Nokia Is the McDonalds of Phones [Nokia] Didn’t you see? It was just Nokia World ! But with profits plummeting and executives fleeing -both at alarming rates-maybe it will be a reckoning instead.

Let’s not confuse things: Nokia still sells more phones than anybody in the world. One in three mobile devices sold all over this spring had Nokia stamped on the front . So why are their profits collapsing so precipitously , from $9 billion in 2007 to $312 million in 2009? And why can’t they come back inside the conversation?

Nokia: Fast Phones

If you’re reading this site, there’s a really slim chance that there is a Nokia to your pocket. Clone of you’re not really cruising Chowhound searching for a significant Mac. And that’s what Nokia makes: Big Macs. They make affordable feature phones which are insanely popular in China and India and lots more and plenty, much less so anywhere else on earth:
Nokia Is the McDonalds of Phones [Nokia] Of the staggering 111 million mobile devices Nokia sold this spring, 87 million were dumbphones.
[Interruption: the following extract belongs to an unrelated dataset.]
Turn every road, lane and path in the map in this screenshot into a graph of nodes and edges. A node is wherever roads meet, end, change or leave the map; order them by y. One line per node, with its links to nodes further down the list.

That’s various burgers.

Of course, even supposing smartphones are a small percentage of Nokia’s business, the company deals on this sort of scale that they actually still be able to hold 41% of the smartphone market . That’s a 10% decline from last year, and it’s at the least partially because their Symbian operating system has consistently been, for lack of a neater word, nightmarish . And early indications say that Symbian^3 on the flagship Nokia N8-the phone that outgoing chairman Olli-Pekka Kallasvuo recently said would ” mark the beginning of our renewal” – doesn’t look a lot better . McDonald’s might move numerous lattes, but that doesn’t make it Stumptown .
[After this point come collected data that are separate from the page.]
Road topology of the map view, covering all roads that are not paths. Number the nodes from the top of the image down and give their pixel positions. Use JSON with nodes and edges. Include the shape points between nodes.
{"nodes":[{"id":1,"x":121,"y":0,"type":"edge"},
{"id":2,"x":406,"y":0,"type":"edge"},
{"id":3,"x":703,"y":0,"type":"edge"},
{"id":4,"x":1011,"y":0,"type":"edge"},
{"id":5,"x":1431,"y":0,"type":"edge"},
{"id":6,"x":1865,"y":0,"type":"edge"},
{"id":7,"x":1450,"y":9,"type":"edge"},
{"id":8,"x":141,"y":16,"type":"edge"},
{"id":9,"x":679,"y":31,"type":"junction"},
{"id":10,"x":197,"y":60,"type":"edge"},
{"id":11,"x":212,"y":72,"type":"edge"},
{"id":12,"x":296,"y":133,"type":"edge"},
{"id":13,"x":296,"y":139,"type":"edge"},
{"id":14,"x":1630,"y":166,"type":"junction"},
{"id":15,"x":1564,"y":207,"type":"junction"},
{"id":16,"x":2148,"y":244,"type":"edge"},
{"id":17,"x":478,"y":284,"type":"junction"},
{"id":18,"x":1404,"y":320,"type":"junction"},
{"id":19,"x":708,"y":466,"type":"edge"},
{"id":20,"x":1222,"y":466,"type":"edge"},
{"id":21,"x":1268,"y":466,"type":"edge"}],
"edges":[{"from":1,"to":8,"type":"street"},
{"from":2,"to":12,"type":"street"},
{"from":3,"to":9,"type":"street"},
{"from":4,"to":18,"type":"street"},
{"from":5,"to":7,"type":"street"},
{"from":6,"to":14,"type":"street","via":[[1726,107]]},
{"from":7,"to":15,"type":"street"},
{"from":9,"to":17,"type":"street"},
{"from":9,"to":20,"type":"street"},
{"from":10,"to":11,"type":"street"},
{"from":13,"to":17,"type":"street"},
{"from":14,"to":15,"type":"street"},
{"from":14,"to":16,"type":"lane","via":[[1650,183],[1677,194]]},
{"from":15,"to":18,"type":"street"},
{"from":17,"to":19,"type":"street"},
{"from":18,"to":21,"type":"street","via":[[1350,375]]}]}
And like a fast food chain, Nokia isn’t all that invested in user experience-which in smartphones increasingly equtes to software experience. Software which, incidentally, Nokia could not care less about, in line with an email from a former Nokia software engineer to Daring Fireball :

Hardware Rules at Nokia. The software is written by the software groups inside Nokia, and it truly is then given to the hardware group, which gets to choose what software goes on the device, and our surroundings wherein it runs. All schedules are driven by the hardware timelines. It was not uncommon for us to offer them code that ran perfectly by their own test, only to have them do things like reduce the available memory for the software to 25% the desired allocation, and then point the finger back at software when things failed within the field.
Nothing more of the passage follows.